Chitosan-functionalized pyridine-based thiosemicarbazones and their copper(II) complexes have been found to own a substantial antiproliferative activity against the tumorigenic Madin Darby canine kidney (MDCK) and MCF-7 cancer cell lines. In the current study, chitosan oligosaccharide (CS) (87% DDA, M w < 3000 Da) and crab shell chitosan (CCS) (67% DDA, M w 350 kDa) were functionalized as chitosan pyridine-2-thiosemicarbazones and chitosan 2-acetyl pyridine-2-thiosemicarbazones, and their copper(II) complexes were synthesized.
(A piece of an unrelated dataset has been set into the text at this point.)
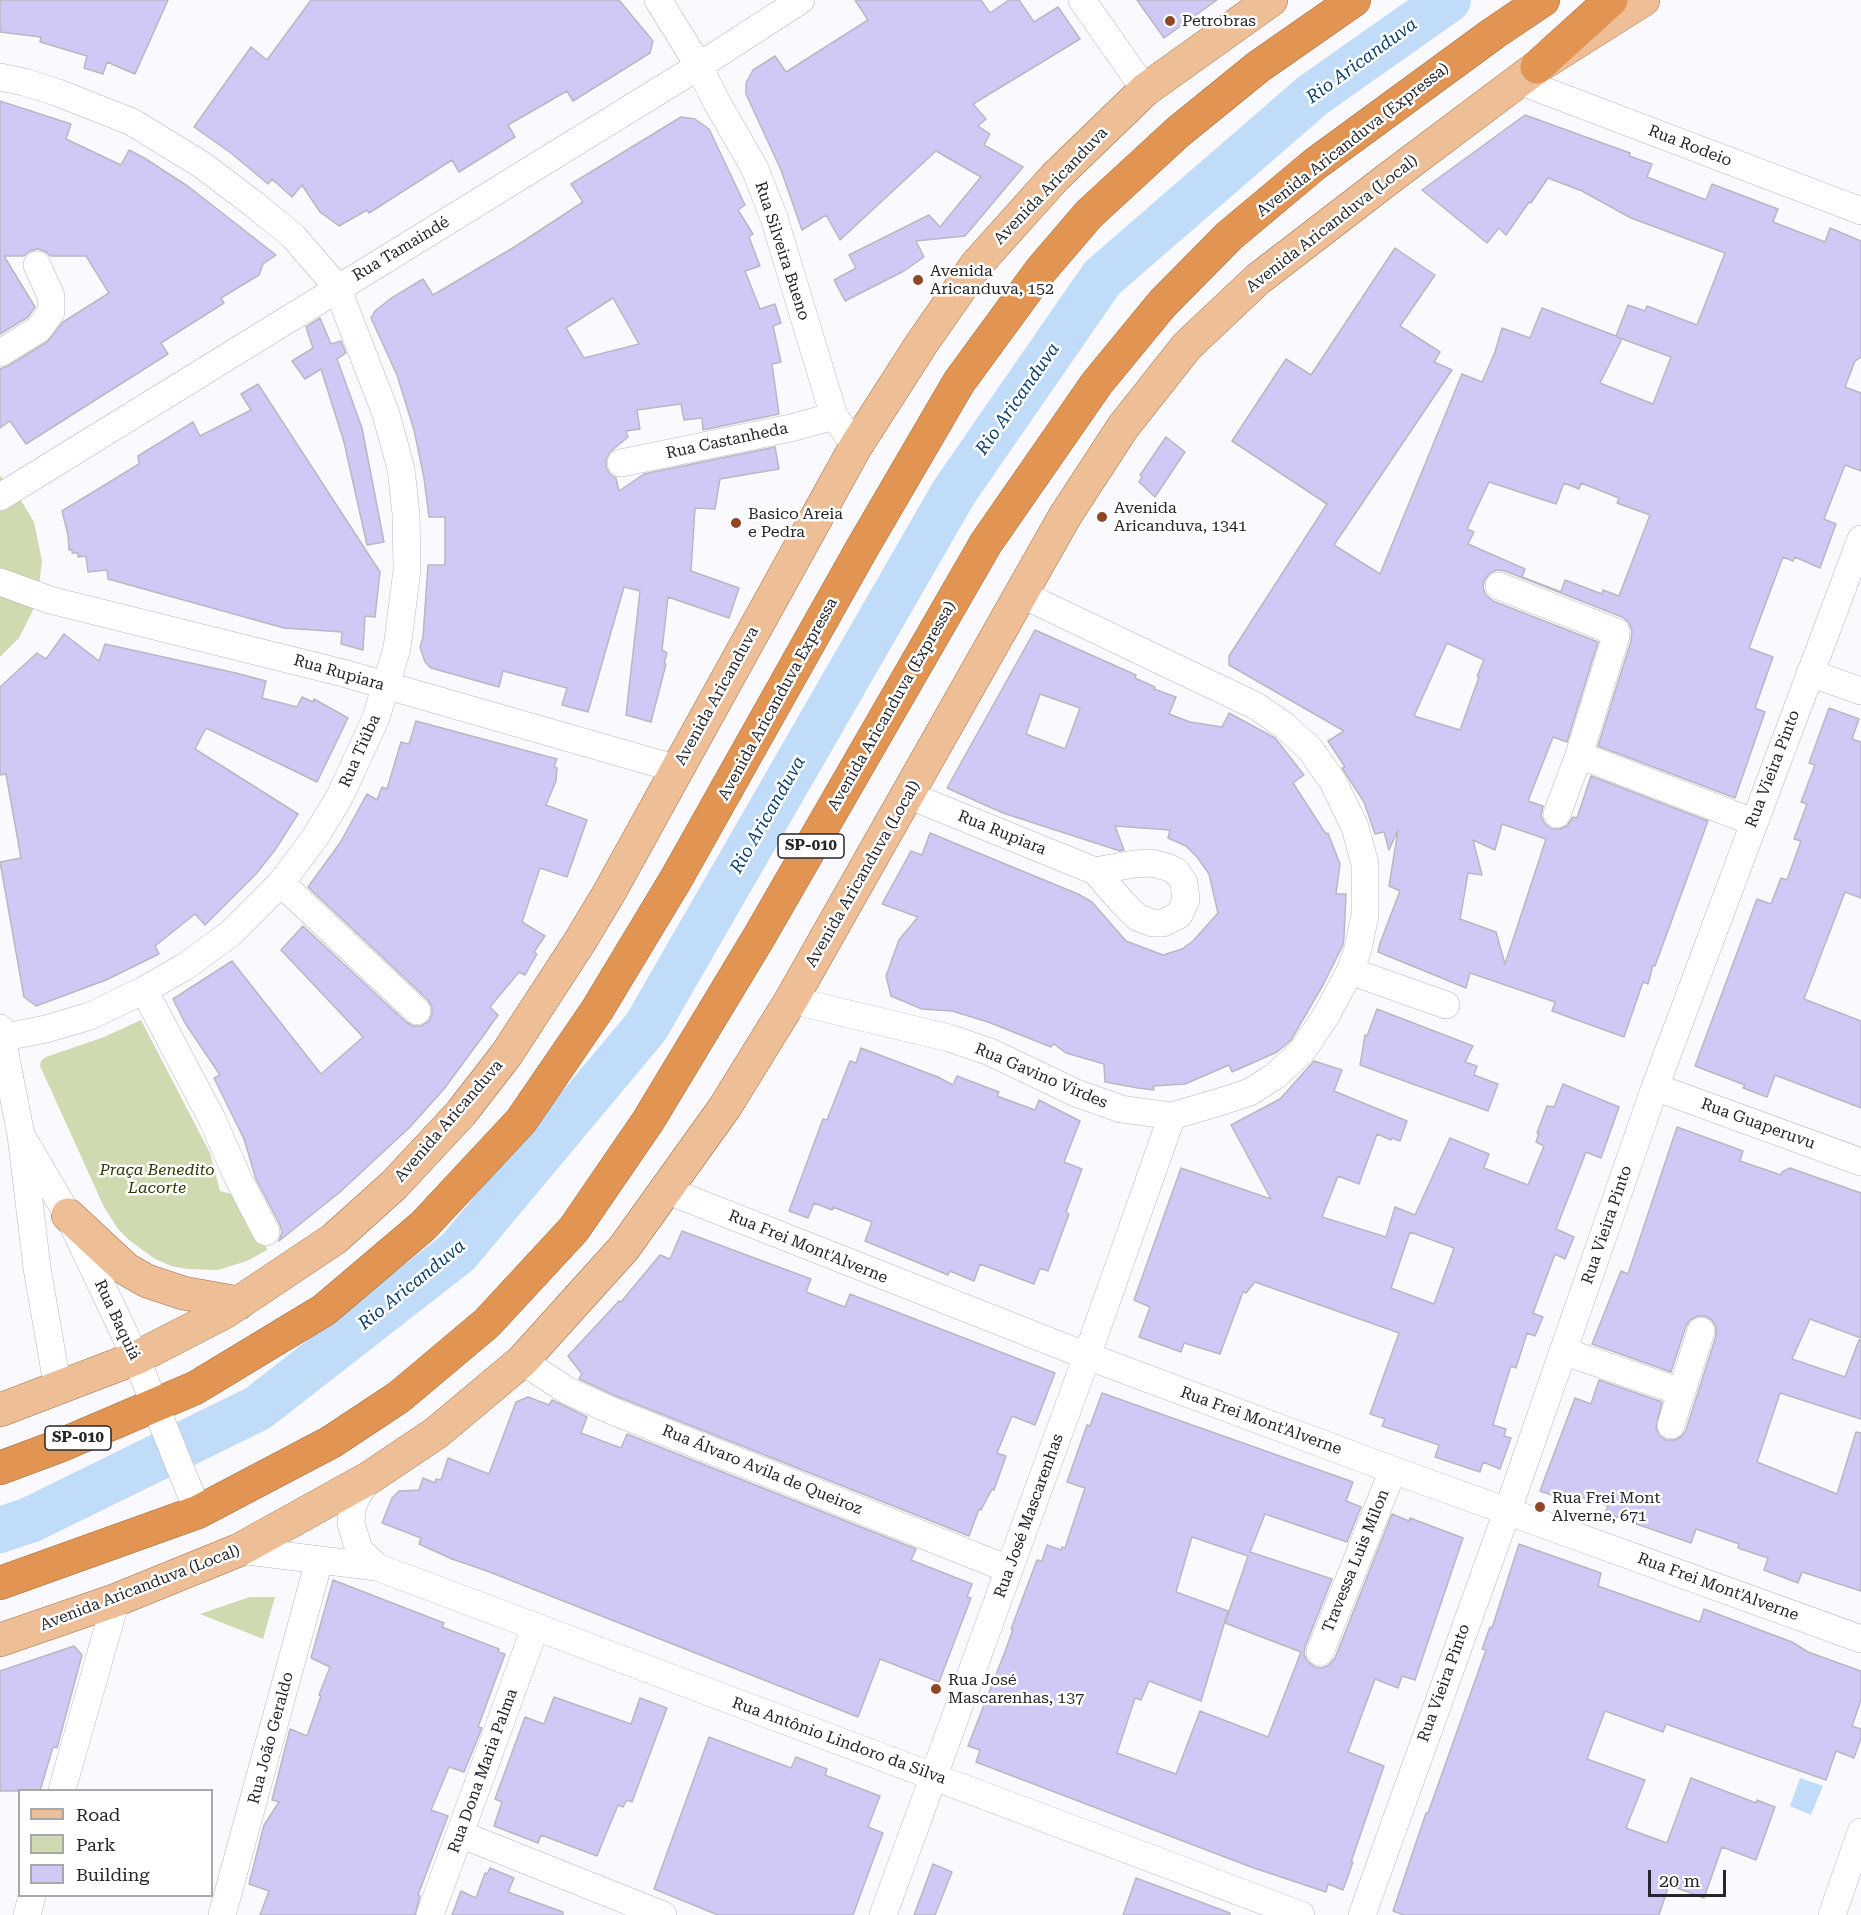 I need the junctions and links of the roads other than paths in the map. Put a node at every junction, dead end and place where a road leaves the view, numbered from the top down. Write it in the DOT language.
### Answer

The formation of chitosan thiosemicarbazones and their NNS tridentate behavior to give the square planar copper(II) chitosan thiosemicarbazone complexes were established by spectroscopic studies, powder X-ray diffraction, elemental analysis, and magnetic moment measurements. The thermal study showed a marked stability of these derivatives before the outset of chitosan backbone degradation at 200 °C. The colorimetric MTT assay revealed a higher activity of CS thiosemicarbazones, viz., CSTSC series (IC 50 375-381 μg mL -1 in the MDCK cell line and 281-355 μg mL -1 in the MCF-7 cell line) than that of high-molecular-weight CCS thiosemicarbazones, viz., CCSTSC series (IC 50 335-400 μg mL -1 in the MDCK cell line and 365-400 μg mL -1 in the MCF-7 cell line), showing an enhanced activity with a decrease in M w and an increase in DDA of constituent chitosan, a higher activity of both of these series of thiosemicarbazones than that of their native chitosan, viz., CS (IC 50 370 μg mL -1 in the MCF-7 cell line and >400 μg mL -1 in the MDCK cell line) and CCS (IC50 > 400 μg mL -1 in both cell lines), and a higher activity of the Cu-CSTSC complexes (IC 50 322-342 μg mL -1 in the MDCK cell line and 278-352 μg mL -1 in the MCF-7 cell line) and Cu-CCSTSC complexes (IC 50 274-400 μg mL -1 in the MDCK cell line and 231-352 μg mL -1 in the MCF-7 cell line) than that of their respective ligands.